**ABOUT THIS EXERCISE:** Please copy out the lines in the entries that contain "Институтская".

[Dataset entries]
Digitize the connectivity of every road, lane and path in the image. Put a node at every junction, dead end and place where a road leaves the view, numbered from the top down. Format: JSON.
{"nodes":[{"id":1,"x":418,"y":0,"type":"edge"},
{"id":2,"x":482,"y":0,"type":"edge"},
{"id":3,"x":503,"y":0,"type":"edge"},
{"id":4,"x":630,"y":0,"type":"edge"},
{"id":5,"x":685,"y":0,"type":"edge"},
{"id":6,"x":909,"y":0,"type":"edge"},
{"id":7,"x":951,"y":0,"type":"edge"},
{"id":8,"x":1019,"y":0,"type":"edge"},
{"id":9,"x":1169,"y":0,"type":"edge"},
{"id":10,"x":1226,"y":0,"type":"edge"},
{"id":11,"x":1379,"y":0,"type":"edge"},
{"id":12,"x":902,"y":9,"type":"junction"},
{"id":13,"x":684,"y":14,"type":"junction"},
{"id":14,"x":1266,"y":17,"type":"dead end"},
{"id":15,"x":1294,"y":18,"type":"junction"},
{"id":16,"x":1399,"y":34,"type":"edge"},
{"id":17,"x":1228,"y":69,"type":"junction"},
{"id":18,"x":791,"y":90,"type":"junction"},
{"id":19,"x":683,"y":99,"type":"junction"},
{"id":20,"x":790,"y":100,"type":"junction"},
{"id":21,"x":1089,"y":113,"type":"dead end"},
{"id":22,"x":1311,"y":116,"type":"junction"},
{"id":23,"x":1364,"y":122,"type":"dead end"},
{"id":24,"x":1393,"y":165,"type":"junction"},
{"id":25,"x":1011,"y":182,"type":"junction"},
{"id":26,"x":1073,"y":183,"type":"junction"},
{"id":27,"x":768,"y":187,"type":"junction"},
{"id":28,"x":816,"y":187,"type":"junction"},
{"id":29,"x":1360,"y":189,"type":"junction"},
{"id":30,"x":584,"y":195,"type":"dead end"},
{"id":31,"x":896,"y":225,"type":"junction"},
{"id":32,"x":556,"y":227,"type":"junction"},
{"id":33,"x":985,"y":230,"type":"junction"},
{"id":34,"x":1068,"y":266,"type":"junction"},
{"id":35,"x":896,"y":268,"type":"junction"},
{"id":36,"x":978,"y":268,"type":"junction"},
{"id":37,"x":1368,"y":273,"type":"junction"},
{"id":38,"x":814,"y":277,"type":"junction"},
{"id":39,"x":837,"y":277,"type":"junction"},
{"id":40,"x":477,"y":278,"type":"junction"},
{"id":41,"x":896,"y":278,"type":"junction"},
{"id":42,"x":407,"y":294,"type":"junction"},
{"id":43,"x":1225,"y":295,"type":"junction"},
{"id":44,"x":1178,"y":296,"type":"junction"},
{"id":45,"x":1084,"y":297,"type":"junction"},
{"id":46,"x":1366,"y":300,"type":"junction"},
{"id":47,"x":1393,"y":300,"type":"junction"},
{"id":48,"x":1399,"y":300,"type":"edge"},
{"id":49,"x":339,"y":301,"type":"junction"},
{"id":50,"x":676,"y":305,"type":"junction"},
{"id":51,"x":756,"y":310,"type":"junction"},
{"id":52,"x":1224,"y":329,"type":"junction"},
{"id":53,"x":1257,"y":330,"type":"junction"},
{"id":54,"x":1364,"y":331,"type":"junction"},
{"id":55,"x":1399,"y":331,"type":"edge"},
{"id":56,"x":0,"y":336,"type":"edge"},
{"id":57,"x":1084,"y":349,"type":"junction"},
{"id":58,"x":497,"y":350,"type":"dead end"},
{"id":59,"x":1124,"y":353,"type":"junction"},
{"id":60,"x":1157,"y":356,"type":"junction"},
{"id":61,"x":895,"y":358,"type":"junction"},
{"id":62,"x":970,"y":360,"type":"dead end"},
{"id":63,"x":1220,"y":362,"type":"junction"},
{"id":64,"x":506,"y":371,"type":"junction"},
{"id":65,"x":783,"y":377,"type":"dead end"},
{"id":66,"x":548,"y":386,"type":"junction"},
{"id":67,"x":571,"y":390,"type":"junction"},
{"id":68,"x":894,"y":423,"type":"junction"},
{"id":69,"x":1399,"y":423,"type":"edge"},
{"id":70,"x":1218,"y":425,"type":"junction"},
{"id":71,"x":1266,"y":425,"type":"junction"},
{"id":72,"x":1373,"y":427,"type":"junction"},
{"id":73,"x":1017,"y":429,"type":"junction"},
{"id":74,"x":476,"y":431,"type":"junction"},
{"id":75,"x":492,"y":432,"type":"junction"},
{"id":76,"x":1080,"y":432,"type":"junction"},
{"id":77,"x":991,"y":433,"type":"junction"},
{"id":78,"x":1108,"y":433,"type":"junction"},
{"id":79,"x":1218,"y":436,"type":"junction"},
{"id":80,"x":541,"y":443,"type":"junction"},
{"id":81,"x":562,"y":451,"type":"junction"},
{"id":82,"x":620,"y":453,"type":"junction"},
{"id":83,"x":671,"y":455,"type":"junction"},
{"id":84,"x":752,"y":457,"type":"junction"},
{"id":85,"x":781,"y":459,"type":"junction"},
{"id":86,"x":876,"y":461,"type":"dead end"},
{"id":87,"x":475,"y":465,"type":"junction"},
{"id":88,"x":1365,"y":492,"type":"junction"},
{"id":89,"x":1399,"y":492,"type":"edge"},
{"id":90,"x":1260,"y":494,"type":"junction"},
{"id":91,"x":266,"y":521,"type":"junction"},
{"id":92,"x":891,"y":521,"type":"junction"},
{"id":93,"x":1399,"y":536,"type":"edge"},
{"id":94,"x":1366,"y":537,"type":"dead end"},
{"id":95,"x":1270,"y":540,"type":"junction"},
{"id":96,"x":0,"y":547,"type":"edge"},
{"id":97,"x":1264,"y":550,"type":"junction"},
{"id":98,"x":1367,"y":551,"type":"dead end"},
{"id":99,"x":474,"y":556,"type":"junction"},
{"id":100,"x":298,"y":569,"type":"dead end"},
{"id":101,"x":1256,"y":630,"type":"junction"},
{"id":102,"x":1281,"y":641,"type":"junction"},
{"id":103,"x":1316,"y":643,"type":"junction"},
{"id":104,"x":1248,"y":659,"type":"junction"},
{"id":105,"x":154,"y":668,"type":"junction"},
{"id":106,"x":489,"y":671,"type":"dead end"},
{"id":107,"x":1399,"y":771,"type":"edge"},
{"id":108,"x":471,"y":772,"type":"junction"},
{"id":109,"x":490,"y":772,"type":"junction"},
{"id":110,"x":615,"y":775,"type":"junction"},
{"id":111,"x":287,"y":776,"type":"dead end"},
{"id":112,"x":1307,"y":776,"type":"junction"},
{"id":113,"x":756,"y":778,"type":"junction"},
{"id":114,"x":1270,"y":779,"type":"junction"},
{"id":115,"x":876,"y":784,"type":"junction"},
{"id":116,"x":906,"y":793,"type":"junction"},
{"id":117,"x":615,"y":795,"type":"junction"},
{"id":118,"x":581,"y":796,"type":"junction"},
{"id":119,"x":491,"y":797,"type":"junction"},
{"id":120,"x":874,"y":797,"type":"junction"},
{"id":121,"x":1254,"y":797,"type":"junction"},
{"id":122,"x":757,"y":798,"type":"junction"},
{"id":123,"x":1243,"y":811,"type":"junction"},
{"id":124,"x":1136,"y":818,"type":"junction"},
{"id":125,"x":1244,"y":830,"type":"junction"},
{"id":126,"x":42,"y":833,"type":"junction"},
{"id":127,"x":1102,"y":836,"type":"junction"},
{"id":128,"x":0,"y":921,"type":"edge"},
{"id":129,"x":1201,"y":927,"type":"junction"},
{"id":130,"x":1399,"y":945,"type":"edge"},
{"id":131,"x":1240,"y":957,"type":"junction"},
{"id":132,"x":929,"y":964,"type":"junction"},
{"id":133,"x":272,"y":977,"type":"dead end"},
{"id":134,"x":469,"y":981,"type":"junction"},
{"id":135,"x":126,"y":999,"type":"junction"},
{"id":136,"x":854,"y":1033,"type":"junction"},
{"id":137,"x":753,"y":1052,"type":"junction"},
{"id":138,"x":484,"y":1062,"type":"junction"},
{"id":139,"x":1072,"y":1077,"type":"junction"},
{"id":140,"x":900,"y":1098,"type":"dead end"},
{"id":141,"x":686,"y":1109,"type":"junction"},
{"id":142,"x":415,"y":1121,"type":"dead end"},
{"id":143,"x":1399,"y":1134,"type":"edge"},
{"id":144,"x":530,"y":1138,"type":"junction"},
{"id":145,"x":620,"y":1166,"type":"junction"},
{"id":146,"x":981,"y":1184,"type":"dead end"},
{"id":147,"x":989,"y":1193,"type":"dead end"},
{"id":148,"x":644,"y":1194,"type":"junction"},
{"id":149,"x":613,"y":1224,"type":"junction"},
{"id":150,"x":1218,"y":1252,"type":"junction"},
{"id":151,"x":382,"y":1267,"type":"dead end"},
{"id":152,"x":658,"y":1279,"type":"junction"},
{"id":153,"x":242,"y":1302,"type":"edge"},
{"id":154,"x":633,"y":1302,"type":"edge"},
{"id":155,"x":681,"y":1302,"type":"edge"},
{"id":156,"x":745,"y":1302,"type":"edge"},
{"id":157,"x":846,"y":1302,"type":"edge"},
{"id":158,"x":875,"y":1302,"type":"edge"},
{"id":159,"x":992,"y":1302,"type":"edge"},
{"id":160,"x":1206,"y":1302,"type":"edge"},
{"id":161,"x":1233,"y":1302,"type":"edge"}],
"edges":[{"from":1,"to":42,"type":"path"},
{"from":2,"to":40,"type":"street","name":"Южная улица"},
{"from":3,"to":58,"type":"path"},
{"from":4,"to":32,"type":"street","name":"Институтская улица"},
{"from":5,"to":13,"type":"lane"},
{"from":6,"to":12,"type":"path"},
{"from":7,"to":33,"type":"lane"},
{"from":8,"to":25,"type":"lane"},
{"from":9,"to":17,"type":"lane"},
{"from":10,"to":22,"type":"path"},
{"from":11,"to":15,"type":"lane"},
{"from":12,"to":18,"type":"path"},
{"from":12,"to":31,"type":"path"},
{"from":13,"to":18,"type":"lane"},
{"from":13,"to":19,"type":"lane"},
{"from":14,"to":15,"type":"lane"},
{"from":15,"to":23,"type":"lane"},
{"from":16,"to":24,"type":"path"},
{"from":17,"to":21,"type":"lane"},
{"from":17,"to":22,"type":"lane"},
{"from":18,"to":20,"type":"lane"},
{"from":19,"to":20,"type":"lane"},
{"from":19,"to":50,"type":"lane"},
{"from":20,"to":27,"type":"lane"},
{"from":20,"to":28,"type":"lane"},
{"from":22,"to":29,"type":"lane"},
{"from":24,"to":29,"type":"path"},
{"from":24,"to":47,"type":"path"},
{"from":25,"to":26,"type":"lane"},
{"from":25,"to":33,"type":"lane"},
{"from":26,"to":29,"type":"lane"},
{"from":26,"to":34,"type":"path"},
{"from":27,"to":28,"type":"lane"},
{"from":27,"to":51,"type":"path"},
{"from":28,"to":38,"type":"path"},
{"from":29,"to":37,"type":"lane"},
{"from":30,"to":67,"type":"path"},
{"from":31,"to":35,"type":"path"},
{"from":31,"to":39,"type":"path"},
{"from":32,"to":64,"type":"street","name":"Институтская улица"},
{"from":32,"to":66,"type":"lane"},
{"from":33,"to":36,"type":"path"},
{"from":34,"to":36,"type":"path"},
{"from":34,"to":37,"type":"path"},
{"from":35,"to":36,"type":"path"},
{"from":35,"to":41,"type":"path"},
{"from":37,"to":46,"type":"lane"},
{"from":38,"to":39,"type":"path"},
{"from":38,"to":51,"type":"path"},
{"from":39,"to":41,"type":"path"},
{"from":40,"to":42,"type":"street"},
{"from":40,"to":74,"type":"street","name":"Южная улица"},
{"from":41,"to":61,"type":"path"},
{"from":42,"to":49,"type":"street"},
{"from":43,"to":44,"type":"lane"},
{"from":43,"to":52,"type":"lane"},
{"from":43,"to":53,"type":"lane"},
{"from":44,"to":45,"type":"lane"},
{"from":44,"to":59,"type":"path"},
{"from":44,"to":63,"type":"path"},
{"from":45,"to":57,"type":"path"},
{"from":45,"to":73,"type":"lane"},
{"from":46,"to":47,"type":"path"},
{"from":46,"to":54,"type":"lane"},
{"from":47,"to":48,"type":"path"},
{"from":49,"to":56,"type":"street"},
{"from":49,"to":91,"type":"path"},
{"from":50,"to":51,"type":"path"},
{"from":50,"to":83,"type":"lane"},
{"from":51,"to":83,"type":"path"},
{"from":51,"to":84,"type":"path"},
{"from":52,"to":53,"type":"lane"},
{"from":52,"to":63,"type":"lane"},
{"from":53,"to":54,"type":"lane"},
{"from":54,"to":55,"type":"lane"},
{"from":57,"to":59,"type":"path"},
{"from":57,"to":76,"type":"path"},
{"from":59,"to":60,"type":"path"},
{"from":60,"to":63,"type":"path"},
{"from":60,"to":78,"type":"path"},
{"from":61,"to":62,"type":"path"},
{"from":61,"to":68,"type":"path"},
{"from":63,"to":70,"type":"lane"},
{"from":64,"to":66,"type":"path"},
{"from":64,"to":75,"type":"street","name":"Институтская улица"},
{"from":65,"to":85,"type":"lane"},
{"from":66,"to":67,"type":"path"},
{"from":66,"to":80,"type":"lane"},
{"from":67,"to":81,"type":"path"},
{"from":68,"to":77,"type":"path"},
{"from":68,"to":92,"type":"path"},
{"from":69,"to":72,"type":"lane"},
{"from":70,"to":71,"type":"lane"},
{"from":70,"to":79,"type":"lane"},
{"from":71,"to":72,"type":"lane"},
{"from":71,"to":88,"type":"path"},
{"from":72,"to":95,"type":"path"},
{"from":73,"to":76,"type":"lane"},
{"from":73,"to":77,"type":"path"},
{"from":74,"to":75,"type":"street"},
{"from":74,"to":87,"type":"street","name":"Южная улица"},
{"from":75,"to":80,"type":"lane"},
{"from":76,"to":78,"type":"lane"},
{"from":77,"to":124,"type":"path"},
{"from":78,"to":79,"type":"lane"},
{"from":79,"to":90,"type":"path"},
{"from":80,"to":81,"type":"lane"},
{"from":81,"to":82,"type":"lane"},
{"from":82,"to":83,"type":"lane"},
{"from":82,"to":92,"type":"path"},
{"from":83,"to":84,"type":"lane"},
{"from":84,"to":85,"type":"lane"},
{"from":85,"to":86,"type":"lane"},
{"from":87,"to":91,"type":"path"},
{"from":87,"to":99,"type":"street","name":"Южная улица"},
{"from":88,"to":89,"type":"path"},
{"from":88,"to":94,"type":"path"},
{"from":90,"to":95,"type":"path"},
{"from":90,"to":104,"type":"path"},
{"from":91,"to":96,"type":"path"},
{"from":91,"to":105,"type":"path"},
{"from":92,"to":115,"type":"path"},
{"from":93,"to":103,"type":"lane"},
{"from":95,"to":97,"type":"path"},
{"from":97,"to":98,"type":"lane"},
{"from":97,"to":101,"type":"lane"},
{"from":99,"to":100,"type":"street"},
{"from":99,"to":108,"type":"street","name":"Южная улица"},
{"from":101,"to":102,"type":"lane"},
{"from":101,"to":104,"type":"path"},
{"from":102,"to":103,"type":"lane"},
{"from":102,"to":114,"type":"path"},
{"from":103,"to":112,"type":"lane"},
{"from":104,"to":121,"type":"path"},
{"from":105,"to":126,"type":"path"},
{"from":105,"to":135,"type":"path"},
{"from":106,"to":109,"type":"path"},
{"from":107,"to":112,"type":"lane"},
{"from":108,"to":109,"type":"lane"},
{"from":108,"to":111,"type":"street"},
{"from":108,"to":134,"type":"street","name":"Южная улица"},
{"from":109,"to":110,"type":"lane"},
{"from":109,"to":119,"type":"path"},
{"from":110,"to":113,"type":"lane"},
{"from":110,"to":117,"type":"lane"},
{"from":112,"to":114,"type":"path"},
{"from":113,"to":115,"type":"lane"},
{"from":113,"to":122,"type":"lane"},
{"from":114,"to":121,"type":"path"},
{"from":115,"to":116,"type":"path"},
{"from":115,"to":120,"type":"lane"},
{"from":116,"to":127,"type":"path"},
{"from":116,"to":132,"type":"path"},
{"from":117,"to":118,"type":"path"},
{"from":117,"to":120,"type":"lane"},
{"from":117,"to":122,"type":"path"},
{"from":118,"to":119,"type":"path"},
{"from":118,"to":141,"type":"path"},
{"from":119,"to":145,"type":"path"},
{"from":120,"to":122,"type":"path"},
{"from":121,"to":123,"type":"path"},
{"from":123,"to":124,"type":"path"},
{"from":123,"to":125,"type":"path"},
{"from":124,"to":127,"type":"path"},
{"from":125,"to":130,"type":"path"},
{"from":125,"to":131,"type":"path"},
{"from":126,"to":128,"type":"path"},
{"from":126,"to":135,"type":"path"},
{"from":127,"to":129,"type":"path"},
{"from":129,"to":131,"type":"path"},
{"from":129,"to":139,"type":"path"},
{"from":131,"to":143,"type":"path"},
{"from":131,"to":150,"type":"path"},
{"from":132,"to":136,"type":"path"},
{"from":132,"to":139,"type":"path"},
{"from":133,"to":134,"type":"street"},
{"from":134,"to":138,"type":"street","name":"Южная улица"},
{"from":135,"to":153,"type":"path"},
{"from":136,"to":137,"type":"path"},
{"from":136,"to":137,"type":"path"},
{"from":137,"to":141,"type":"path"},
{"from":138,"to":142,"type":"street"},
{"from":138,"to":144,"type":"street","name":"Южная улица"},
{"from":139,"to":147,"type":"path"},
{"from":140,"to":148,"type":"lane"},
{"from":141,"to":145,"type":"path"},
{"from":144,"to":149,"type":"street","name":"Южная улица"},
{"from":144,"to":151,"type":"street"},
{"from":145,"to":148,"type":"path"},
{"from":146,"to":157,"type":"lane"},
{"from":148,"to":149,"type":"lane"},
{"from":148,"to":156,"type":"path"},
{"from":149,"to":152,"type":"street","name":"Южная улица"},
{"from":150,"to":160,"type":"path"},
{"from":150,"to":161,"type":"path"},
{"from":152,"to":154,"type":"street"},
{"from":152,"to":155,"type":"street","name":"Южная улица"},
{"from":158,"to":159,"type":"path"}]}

**WRITTEN RESPONSE:**
{"from":4,"to":32,"type":"street","name":"Институтская улица"},
{"from":32,"to":64,"type":"street","name":"Институтская улица"},
{"from":64,"to":75,"type":"street","name":"Институтская улица"},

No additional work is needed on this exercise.